Bug 159987

Summary: [clean up] cleanup changes logic by removing cast that it shouldn't
Product: [Eclipse Project] JDT Reporter: Dominik Stadler <dominik.stadler>
Component: CoreAssignee: Philipe Mulet <philippe_mulet>
Status: RESOLVED DUPLICATE QA Contact:
Severity: major    
Priority: P3 CC: benno.baumgartner
Version: 3.2   
Target Milestone: 3.3 M3   
Hardware: PC   
OS: Windows XP   
Whiteboard:

Description Dominik Stadler CLA 2006-10-06 06:06:31 EDT
I have a piece of code that stopped working after I applied the cleanup-functionality. 

The following testcase shows the problem, in the original code, the (long)-cast causes the Object-array to be filled with an object of type "Integer" (through auto-boxing). 

The cleanup removes the "(long)", which means that the object in the object-array will become an "Integer" instead, which definitely affects behaviour.

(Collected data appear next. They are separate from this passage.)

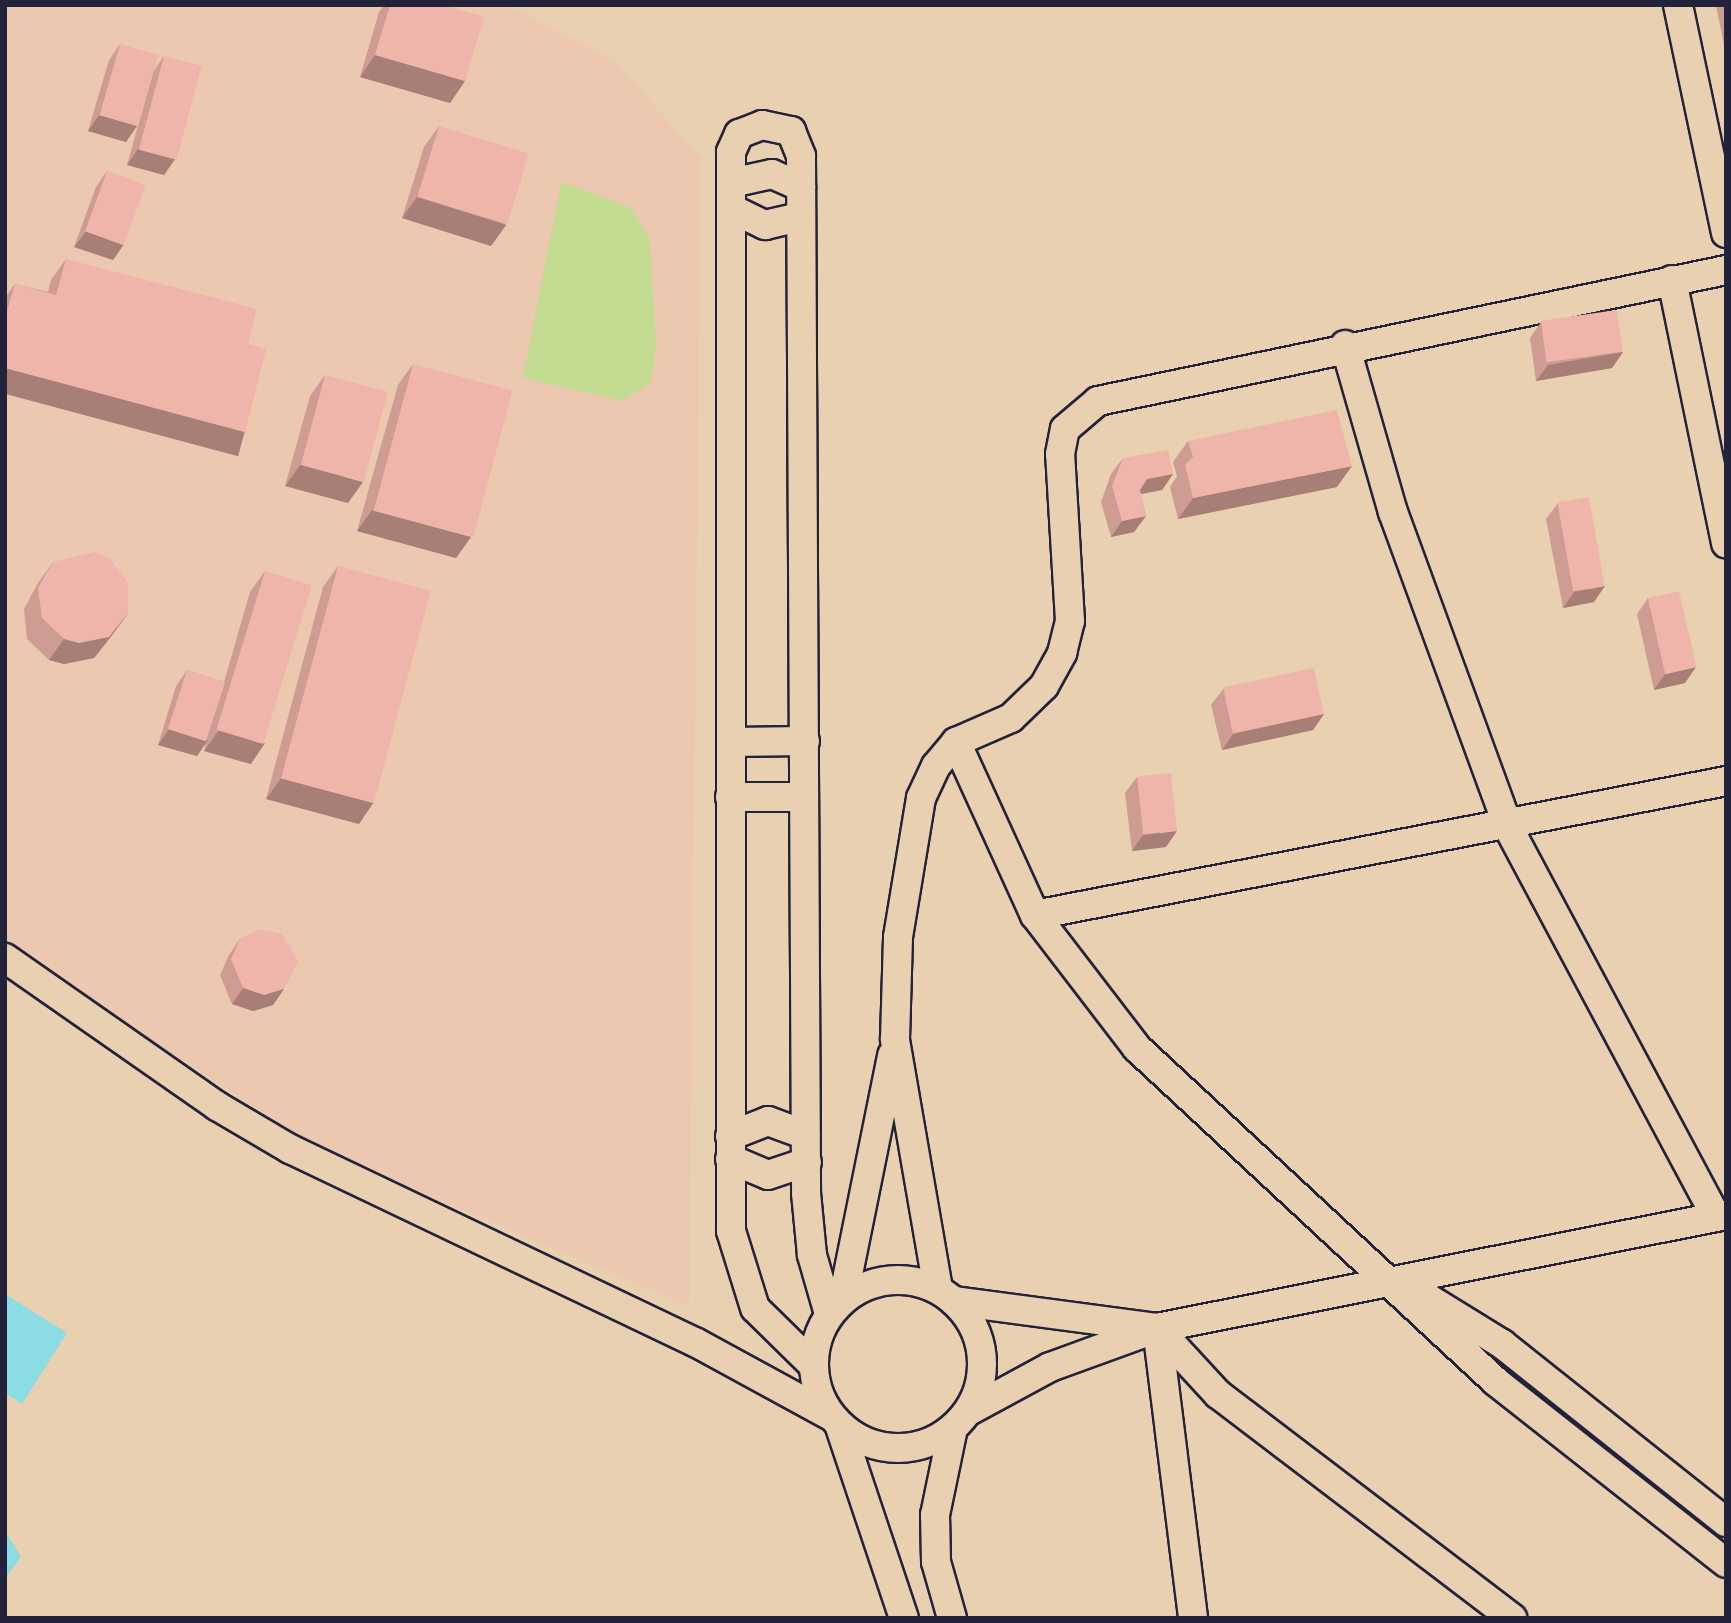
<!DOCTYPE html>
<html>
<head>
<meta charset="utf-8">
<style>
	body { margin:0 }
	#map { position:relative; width:1731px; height:1623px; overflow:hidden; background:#e9d0b1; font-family:"Architects Daughter",sans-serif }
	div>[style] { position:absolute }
	.built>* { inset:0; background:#ebc8af }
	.green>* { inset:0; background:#c4dc92 }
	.water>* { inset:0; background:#8bdce3 }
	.roads { filter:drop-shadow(2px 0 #22223b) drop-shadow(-2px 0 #22223b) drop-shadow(0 2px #22223b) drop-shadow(0 -2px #22223b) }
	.minor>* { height:28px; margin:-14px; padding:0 14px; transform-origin:14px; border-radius:14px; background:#e9d0b1 }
	.minor>.ring { margin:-14px; padding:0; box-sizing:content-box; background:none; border:28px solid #e9d0b1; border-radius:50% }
	.wall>* { inset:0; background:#ce9c92 }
	.shaded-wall>* { inset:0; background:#a87f77; transform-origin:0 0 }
	.building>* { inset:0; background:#f0b5aa; transform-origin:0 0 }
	span { translate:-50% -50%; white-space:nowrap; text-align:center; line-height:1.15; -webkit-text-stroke:6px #e9d0b1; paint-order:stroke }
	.frame { position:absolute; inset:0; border:7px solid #22223b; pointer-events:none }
</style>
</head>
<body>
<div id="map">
	<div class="built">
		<div style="clip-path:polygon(5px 5px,507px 5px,616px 61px,701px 159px,689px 1306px,318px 1148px,5px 946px)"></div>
	</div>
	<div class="green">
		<div style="clip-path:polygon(561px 182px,630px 207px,649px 236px,656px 343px,651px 382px,623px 401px,523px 378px)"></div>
	</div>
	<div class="water">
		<div style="clip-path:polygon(5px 1294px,67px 1333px,22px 1404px,5px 1393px)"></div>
		<div style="clip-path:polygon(5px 1531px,21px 1557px,5px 1578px)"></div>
	</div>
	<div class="roads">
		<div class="minor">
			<div style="left:1678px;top:5px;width:233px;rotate:78.1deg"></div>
			<div style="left:731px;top:183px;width:42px;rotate:-12.4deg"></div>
			<div style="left:772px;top:174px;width:32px;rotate:24deg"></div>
			<div style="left:732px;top:209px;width:37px;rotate:26deg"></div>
			<div style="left:765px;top:225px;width:37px;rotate:-13deg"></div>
			<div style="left:1672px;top:280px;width:269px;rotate:78.4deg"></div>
			<div style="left:1345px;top:345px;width:174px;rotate:74deg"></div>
			<div style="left:1393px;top:512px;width:335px;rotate:69.9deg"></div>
			<div style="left:1508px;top:827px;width:442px;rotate:61.9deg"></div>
			<div style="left:732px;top:742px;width:73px;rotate:-0.8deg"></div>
			<div style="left:956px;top:742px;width:190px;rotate:65.5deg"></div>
			<div style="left:1035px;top:915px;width:168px;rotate:52.5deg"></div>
			<div style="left:1137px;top:1048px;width:489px;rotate:42.9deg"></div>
			<div style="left:1495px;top:1381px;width:294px;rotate:38.2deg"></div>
			<div style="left:730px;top:797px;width:74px"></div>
			<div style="left:1035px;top:915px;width:704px;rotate:-10.97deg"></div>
			<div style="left:5px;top:958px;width:259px;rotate:34.9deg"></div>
			<div style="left:217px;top:1106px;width:85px;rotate:30.5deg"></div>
			<div style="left:290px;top:1149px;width:449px;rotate:25.5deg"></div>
			<div style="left:695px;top:1342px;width:153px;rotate:28.6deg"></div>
			<div style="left:730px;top:1136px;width:41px;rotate:-21.5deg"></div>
			<div style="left:768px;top:1121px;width:40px;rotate:20.2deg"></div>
			<div style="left:730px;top:1159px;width:41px;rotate:22.8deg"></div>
			<div style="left:768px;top:1175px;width:41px;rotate:-18.4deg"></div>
			<div class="ring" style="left:814px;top:1280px;width:140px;height:140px"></div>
			<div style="left:938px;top:1289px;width:254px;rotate:-99.8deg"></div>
			<div style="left:895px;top:1039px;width:102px;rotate:-88.3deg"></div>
			<div style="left:898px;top:937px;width:141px;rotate:-80.6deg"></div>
			<div style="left:921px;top:798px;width:35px;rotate:-65deg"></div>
			<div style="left:936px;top:766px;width:31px;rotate:-50deg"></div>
			<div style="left:956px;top:742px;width:60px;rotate:-23.6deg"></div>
			<div style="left:1011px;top:718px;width:46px;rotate:-44.1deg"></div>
			<div style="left:1044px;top:686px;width:38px;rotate:-61deg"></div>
			<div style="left:1062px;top:653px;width:33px;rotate:-76deg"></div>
			<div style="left:1070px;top:621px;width:167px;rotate:-93.4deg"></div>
			<div style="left:1060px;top:454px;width:25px;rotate:-79deg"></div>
			<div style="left:1065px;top:429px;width:43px;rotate:-40.3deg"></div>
			<div style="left:1098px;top:401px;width:642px;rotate:-11.78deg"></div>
			<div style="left:1413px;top:1289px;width:105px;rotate:31.7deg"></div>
			<div style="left:1502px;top:1344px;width:286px;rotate:38.5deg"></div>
			<div style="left:843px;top:1299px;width:249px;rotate:-78.6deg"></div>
			<div style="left:954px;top:1301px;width:205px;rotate:7.6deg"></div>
			<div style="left:1157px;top:1328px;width:90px;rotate:47.3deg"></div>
			<div style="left:1218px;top:1394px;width:370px;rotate:37.3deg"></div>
			<div style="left:1157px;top:1328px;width:292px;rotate:82.9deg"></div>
			<div style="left:813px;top:1365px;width:81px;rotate:-135.5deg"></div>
			<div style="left:755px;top:1308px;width:81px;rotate:-107.3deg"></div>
			<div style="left:731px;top:1231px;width:1079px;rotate:-90deg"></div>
			<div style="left:731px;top:152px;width:20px;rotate:-66deg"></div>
			<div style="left:739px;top:134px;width:25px;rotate:-21deg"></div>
			<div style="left:762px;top:125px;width:30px;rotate:12deg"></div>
			<div style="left:791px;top:131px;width:27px;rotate:68deg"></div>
			<div style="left:801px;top:156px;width:1037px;rotate:89.72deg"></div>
			<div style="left:806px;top:1193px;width:62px;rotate:84.5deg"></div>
			<div style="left:812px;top:1255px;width:61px;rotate:73.9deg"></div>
			<div style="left:969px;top:1411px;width:92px;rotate:-28.5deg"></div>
			<div style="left:1050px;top:1367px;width:114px;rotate:-20deg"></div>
			<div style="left:1157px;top:1328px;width:580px;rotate:-11.23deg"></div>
			<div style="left:840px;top:1427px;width:201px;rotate:71.5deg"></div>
			<div style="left:952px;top:1618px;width:58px;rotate:-105.9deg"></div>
			<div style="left:936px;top:1562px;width:47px;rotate:-91.2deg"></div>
			<div style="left:935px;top:1515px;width:89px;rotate:-78.3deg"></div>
		</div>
	</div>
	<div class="wall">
		<div style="clip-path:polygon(384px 5px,443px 5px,465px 81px,450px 103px,360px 77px,379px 12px)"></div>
		<div style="clip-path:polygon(1716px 5px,1726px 5px,1726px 55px)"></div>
		<div style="clip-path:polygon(120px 44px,137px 126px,126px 142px,88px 131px,109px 60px)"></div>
		<div style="clip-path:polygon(164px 56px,175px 159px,164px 175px,127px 165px,153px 72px)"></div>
		<div style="clip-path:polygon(439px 126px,506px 225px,491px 246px,402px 218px,424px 147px)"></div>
		<div style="clip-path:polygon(107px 171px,124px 244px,113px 260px,74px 247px,96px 187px)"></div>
		<div style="clip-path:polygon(66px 259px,248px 344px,245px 432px,230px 453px,5px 393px,5px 298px,15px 284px,48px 292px,51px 280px)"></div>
		<div style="clip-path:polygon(1541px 322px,1623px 352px,1612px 368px,1536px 381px,1530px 338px)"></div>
		<div style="clip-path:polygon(413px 364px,471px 537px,456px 558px,357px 531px,398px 385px)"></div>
		<div style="clip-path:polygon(325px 375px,348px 503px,285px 486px,310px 396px)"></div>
		<div style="clip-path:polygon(1188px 441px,1337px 487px,1178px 519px,1170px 487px,1177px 476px,1173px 462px)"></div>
		<div style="clip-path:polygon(1123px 458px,1173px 474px,1162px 490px,1141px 494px,1146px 516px,1134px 532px,1111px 537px,1101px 502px,1111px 474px)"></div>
		<div style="clip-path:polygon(1558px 503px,1594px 602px,1563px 608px,1546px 519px)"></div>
		<div style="clip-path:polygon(53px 562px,128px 613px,113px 634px,94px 658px,64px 664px,49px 660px,27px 639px,24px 609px,38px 583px)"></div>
		<div style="clip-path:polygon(338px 566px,359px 824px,266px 799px,323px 587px)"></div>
		<div style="clip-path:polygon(265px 571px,251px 764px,204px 751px,206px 743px,197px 756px,158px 745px,176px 686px,187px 670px,224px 682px,250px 592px)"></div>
		<div style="clip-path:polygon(1648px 598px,1685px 683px,1654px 690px,1637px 614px)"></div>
		<div style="clip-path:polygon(1223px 689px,1324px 714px,1313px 730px,1222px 750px,1211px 705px)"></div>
		<div style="clip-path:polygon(1137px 777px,1166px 847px,1132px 851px,1125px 793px)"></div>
		<div style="clip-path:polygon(240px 939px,284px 989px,273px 1005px,253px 1011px,232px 1004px,220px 975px,229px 955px)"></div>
	</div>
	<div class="shaded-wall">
		<div style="clip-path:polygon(375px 55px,465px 81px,450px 103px,360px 77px)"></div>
		<div style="clip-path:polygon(99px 115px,137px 126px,126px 142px,88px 131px)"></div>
		<div style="clip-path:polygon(138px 149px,175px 159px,164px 175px,127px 165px)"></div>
		<div style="clip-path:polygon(417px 197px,506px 225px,491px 246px,402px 218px)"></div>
		<div style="clip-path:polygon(86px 231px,124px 244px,113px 260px,74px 247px)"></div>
		<div style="clip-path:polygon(1623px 352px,1612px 368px,1536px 381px,1548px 365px)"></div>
		<div style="left:5px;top:368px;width:248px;height:25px;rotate:15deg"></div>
		<div style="clip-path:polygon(300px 465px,363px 482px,348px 503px,285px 486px)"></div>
		<div style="clip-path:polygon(1352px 466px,1337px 487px,1178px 519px,1193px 498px)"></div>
		<div style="clip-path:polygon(1173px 474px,1162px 490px,1136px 495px,1147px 479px)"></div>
		<div style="clip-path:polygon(372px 510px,471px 537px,456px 558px,357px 531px)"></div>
		<div style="clip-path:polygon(1146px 516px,1134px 532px,1111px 537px,1122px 521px)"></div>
		<div style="clip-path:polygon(1605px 586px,1594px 602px,1563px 608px,1574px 592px)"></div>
		<div style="clip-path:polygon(128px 613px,113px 634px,94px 658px,64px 664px,49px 660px,64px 639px)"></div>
		<div style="clip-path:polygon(1696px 667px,1685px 683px,1654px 690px,1665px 674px)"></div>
		<div style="clip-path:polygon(1324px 714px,1313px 730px,1222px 750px,1233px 734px)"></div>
		<div style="clip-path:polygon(169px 729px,208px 740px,197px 756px,158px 745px)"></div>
		<div style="clip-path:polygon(219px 730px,265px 743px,251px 764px,204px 751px)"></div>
		<div style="clip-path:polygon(281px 778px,374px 802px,359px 824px,266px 799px)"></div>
		<div style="clip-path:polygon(1177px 831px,1166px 847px,1132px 851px,1143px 835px)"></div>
		<div style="clip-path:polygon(243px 988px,284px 989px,273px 1005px,253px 1011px,232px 1004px)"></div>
	</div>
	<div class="building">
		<div style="clip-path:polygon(390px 5px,443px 5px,484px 17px,465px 81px,375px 55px)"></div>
		<div style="left:120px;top:44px;width:40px;height:74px;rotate:16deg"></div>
		<div style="left:164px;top:56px;width:39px;height:97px;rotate:15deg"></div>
		<div style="left:439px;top:126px;width:94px;height:74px;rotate:17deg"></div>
		<div style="left:107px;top:171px;width:41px;height:64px;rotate:20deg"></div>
		<div style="clip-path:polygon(66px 259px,257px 309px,248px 344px,266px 349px,245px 432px,5px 368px,5px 318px,15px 284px,56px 295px)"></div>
		<div style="left:1617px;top:310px;width:42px;height:77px;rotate:82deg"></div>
		<div style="left:413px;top:364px;width:103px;height:152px;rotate:15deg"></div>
		<div style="left:325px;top:375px;width:65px;height:93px;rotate:15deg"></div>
		<div style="clip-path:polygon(1337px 410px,1352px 466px,1193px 498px,1185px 465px,1193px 457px,1188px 441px)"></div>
		<div style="clip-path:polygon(1168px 450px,1173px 474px,1147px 479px,1140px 490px,1146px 516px,1122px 521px,1112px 486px,1123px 458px)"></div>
		<div style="left:1589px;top:497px;width:90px;height:32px;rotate:80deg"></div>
		<div style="clip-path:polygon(95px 552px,109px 558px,128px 582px,128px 613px,109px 637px,79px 643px,64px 639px,42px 618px,38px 588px,53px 562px)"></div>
		<div style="left:338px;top:566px;width:96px;height:220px;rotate:15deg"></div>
		<div style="left:265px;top:571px;width:49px;height:166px;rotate:17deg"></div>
		<div style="left:1679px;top:591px;width:78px;height:32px;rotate:77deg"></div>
		<div style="left:1314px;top:668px;width:47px;height:93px;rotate:78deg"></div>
		<div style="left:187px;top:670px;width:40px;height:62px;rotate:18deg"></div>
		<div style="left:1171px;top:773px;width:58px;height:34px;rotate:84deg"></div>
		<div style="clip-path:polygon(260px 929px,282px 934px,298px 961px,284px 989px,264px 995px,243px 988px,231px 959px,240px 939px)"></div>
	</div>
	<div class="frame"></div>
</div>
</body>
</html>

    public void testEclipseCleanupError()
    {
        //////////////////////////////////////////////////
        // before cleanup
        //////////////////////////////////////////////////
        final Object[] value1 = new Object[]{(long)1234567};
        
        Long l1 = (long)1234567;
        assertEquals(l1, value1[0]);
        

        //////////////////////////////////////////////////
        // after cleanup
        //////////////////////////////////////////////////
        final Object[] value2 = new Object[]{1234567};
        
        Long l2 = (long)1234567;

        // this fails!
        ///assertEquals(l2, value2[0]);

        assertEquals(new Long(1234567), l2);

        // the value is autoboxed to Integer! 
        assertEquals(new Integer(1234567), value2[0]);
    }
Comment 1 Olivier Thomann CLA 2006-10-06 08:44:02 EDT
Move to JDT/UI
Comment 2 Philipe Mulet CLA 2006-10-07 04:49:09 EDT
Could be related to a wrong diagnosis for unnecessary cast (haven't investigated)
Comment 3 Benno Baumgartner CLA 2006-10-09 05:47:45 EDT
This is correct Philippe, the clean up just removes all casts which are reported as unnecessary by the compiler (JavaCore.COMPILER_PB_UNNECESSARY_TYPE_CHECK):

I20061003-0800

public class Test {
	public static void main(String[] s) {
		Object[] o= new Object[] {(long)1234567};
		if (o[0].equals((long)1234567)) {
			System.out.println("!Bumm");	
		} else {
			System.out.println("Bumm");
		}
	}
}

The first cast is repored as unnecessary, but removing it does change the semantic of the code silently. Raising to major since this semantic change is hard to detect for the user and the 'remove unnecessary casts' clean up is enabled by default.
Comment 4 Philipe Mulet CLA 2006-10-25 07:34:35 EDT
Interestingly, we only issue offending unnecessary cast warning for array initializers.

public class X {
	public static void main(String[] s) {
		Object o1 = (long) 1234567; // no unnecessary cast warning
		Object[] os1 = new Object[] { (long) 1234567 }; // should not warn
	}
}
Comment 5 Philipe Mulet CLA 2006-10-25 07:58:58 EDT
More scenarii, only array initializers are complaining.

public class X {
	public static void main(String[] s) {
		Object o1 = (long) 1234567;
		Object[] os1 = new Object[] { (long) 1234567 };
		Object[] os2 = { (long) 1234567 };
		foo((long) 1234567);
	}
	static void foo(Object o) {
	}
}
Comment 6 Philipe Mulet CLA 2006-10-26 09:56:03 EDT
Added AutoboxingTest#test128.

Problem in fact comes from issue described on bug 162400.
Checked that fix for bug 162400 actually addresses this issue as well; since when expected type is properly set for array initializer expressions, the unnecessary cast diagnosis behaves properly from now on.

Marking as dup of bug 162400, same problem, just different symptoms.